[Saved entries]
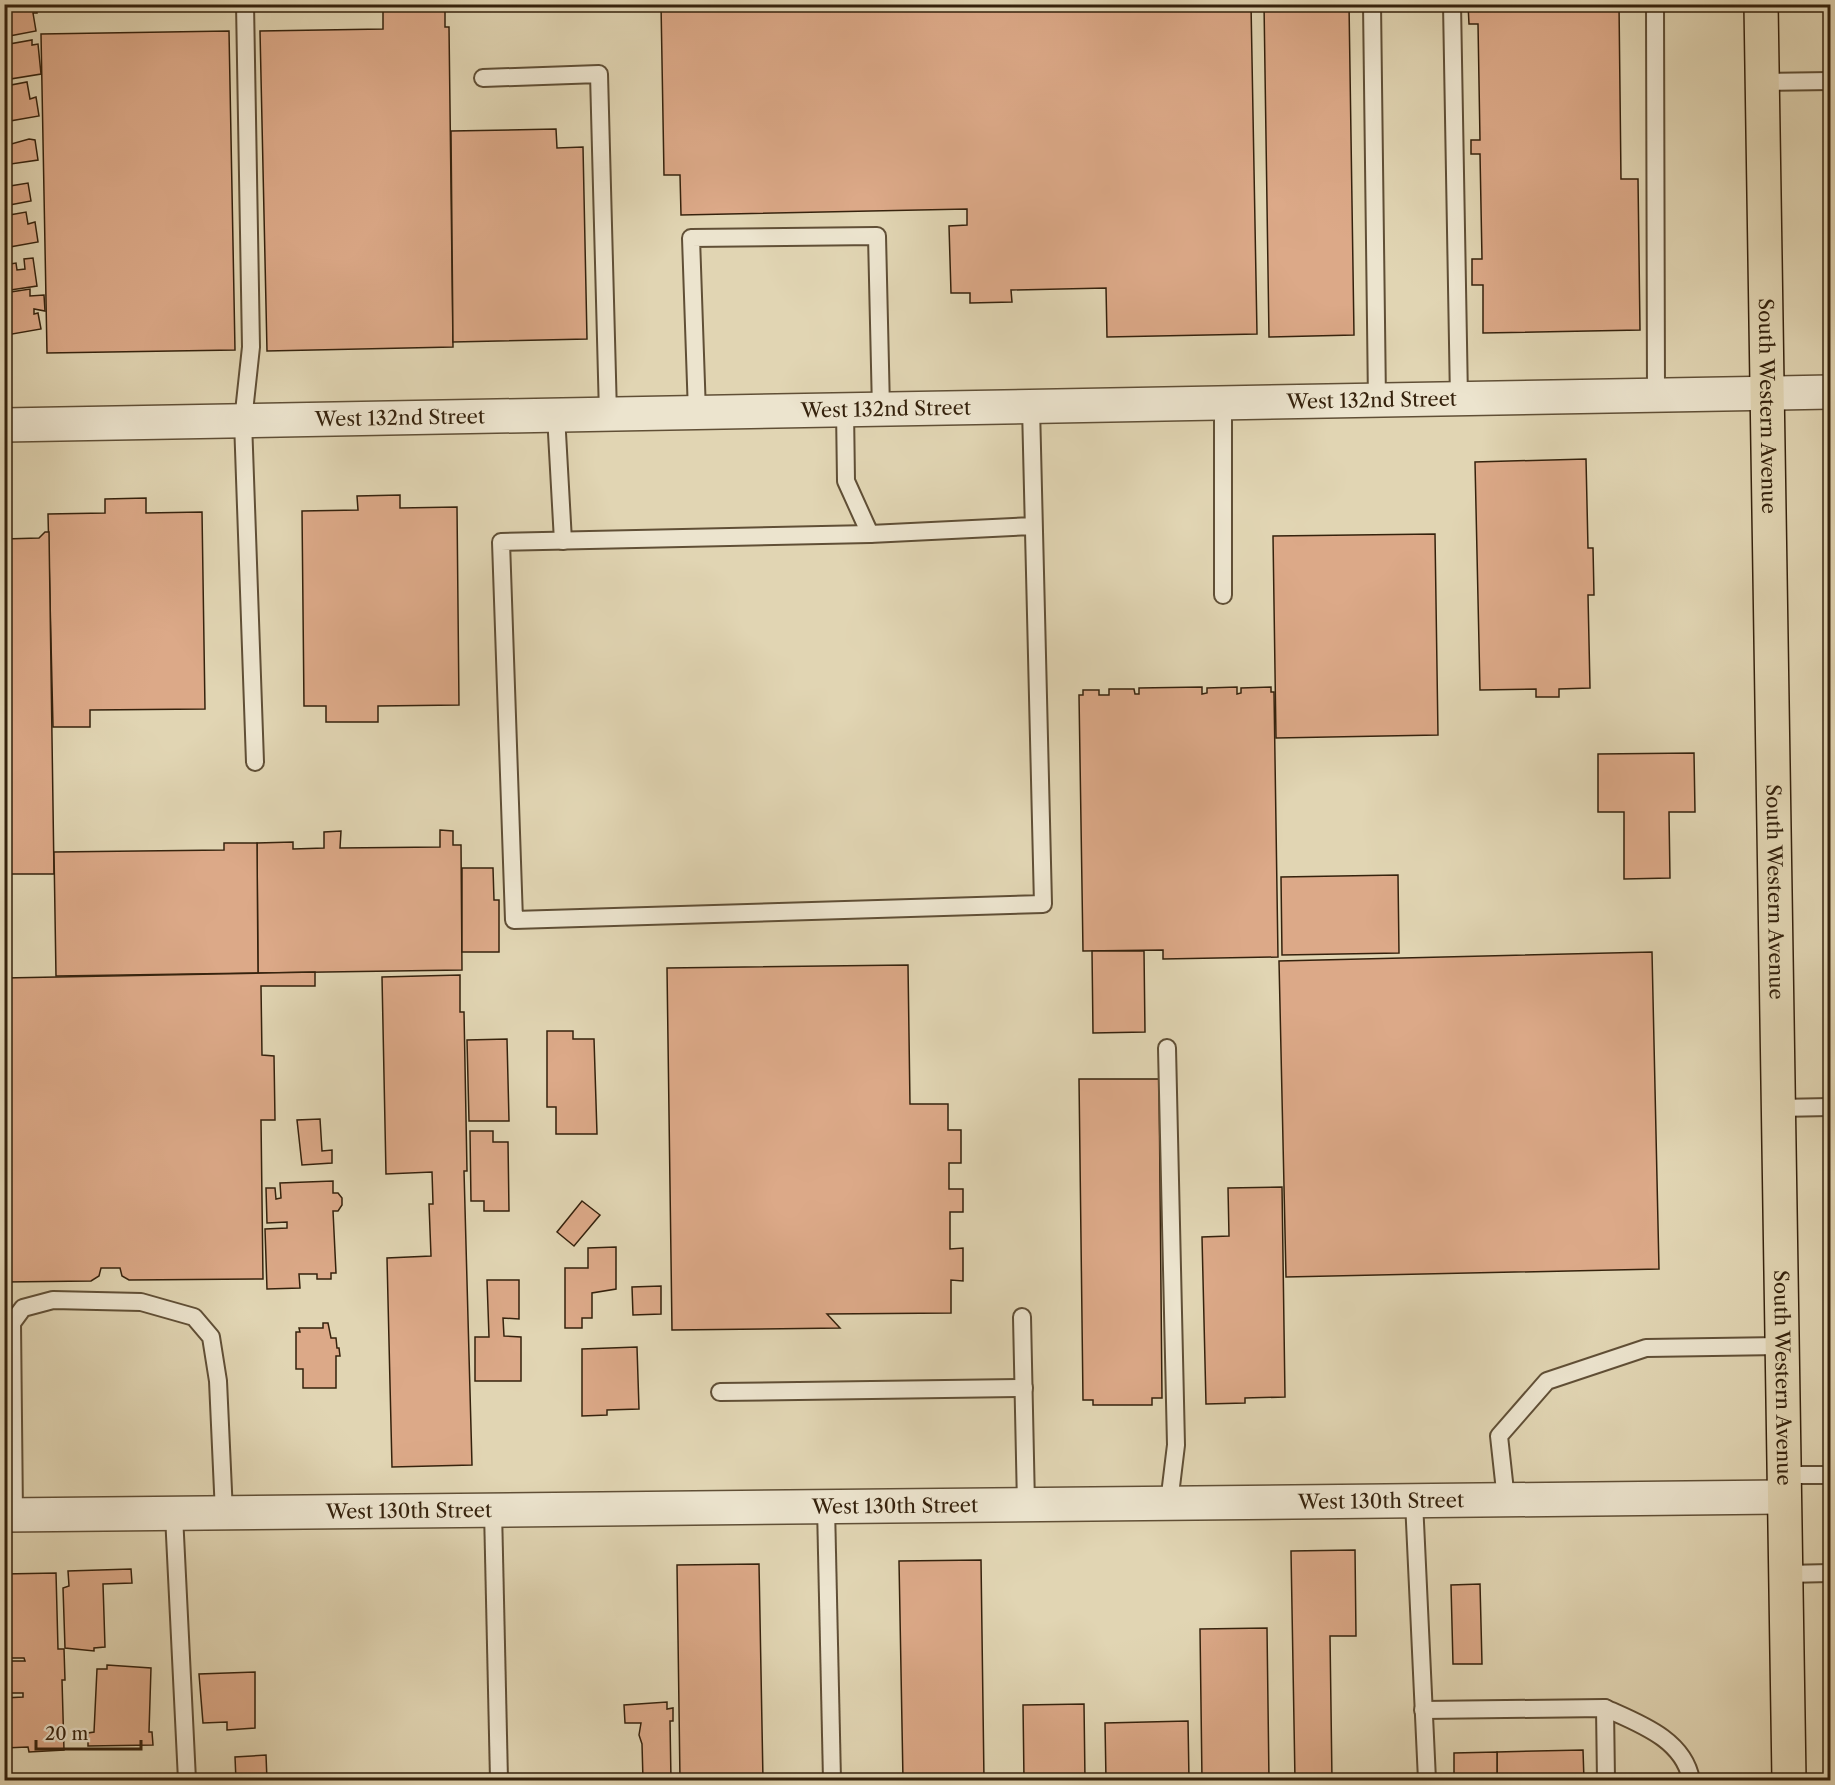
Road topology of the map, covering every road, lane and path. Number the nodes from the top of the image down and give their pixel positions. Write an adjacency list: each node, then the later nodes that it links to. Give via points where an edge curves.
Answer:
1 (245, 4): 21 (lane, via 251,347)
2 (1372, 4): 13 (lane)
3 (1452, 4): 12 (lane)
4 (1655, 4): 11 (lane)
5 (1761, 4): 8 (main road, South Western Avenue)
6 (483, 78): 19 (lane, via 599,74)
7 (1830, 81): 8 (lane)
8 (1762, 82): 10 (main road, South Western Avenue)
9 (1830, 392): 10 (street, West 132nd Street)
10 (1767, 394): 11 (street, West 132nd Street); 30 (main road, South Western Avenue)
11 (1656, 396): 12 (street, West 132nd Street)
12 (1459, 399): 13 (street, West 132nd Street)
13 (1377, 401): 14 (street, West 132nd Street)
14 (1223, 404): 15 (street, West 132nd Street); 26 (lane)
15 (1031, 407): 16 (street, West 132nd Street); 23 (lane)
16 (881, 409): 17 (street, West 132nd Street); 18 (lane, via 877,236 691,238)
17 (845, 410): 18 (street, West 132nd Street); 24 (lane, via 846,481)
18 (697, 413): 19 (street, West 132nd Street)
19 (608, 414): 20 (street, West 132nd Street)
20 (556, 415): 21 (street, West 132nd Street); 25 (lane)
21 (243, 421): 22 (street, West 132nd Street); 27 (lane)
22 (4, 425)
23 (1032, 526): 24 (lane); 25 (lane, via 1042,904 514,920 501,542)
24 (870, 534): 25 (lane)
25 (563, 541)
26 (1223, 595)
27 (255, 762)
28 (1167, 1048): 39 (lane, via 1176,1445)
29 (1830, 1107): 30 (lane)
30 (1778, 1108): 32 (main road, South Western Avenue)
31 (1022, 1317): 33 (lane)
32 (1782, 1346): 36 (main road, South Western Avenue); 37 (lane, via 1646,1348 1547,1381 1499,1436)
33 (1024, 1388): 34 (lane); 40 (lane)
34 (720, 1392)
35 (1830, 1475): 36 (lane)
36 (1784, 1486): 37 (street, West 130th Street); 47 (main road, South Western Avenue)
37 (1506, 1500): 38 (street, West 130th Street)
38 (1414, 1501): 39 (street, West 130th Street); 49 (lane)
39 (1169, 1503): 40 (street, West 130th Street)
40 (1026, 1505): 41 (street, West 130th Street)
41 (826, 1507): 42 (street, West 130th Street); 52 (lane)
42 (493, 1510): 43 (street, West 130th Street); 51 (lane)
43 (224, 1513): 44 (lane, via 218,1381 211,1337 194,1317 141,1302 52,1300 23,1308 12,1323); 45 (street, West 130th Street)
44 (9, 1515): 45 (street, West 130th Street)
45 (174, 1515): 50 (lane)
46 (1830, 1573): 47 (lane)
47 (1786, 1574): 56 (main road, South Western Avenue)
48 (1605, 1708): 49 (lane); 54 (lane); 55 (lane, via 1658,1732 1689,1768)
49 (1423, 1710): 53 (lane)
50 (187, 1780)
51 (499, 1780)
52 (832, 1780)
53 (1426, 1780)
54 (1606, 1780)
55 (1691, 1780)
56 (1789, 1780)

WHAT IS NEEDED:
Each line above should be returned exactly as written, apart from any pictures.

RESULT:
Road topology of the map, covering every road, lane and path. Number the nodes from the top of the image down and give their pixel positions. Write an adjacency list: each node, then the later nodes that it links to. Give via points where an edge curves.
Answer:
1 (245, 4): 21 (lane, via 251,347)
2 (1372, 4): 13 (lane)
3 (1452, 4): 12 (lane)
4 (1655, 4): 11 (lane)
5 (1761, 4): 8 (main road, South Western Avenue)
6 (483, 78): 19 (lane, via 599,74)
7 (1830, 81): 8 (lane)
8 (1762, 82): 10 (main road, South Western Avenue)
9 (1830, 392): 10 (street, West 132nd Street)
10 (1767, 394): 11 (street, West 132nd Street); 30 (main road, South Western Avenue)
11 (1656, 396): 12 (street, West 132nd Street)
12 (1459, 399): 13 (street, West 132nd Street)
13 (1377, 401): 14 (street, West 132nd Street)
14 (1223, 404): 15 (street, West 132nd Street); 26 (lane)
15 (1031, 407): 16 (street, West 132nd Street); 23 (lane)
16 (881, 409): 17 (street, West 132nd Street); 18 (lane, via 877,236 691,238)
17 (845, 410): 18 (street, West 132nd Street); 24 (lane, via 846,481)
18 (697, 413): 19 (street, West 132nd Street)
19 (608, 414): 20 (street, West 132nd Street)
20 (556, 415): 21 (street, West 132nd Street); 25 (lane)
21 (243, 421): 22 (street, West 132nd Street); 27 (lane)
22 (4, 425)
23 (1032, 526): 24 (lane); 25 (lane, via 1042,904 514,920 501,542)
24 (870, 534): 25 (lane)
25 (563, 541)
26 (1223, 595)
27 (255, 762)
28 (1167, 1048): 39 (lane, via 1176,1445)
29 (1830, 1107): 30 (lane)
30 (1778, 1108): 32 (main road, South Western Avenue)
31 (1022, 1317): 33 (lane)
32 (1782, 1346): 36 (main road, South Western Avenue); 37 (lane, via 1646,1348 1547,1381 1499,1436)
33 (1024, 1388): 34 (lane); 40 (lane)
34 (720, 1392)
35 (1830, 1475): 36 (lane)
36 (1784, 1486): 37 (street, West 130th Street); 47 (main road, South Western Avenue)
37 (1506, 1500): 38 (street, West 130th Street)
38 (1414, 1501): 39 (street, West 130th Street); 49 (lane)
39 (1169, 1503): 40 (street, West 130th Street)
40 (1026, 1505): 41 (street, West 130th Street)
41 (826, 1507): 42 (street, West 130th Street); 52 (lane)
42 (493, 1510): 43 (street, West 130th Street); 51 (lane)
43 (224, 1513): 44 (lane, via 218,1381 211,1337 194,1317 141,1302 52,1300 23,1308 12,1323); 45 (street, West 130th Street)
44 (9, 1515): 45 (street, West 130th Street)
45 (174, 1515): 50 (lane)
46 (1830, 1573): 47 (lane)
47 (1786, 1574): 56 (main road, South Western Avenue)
48 (1605, 1708): 49 (lane); 54 (lane); 55 (lane, via 1658,1732 1689,1768)
49 (1423, 1710): 53 (lane)
50 (187, 1780)
51 (499, 1780)
52 (832, 1780)
53 (1426, 1780)
54 (1606, 1780)
55 (1691, 1780)
56 (1789, 1780)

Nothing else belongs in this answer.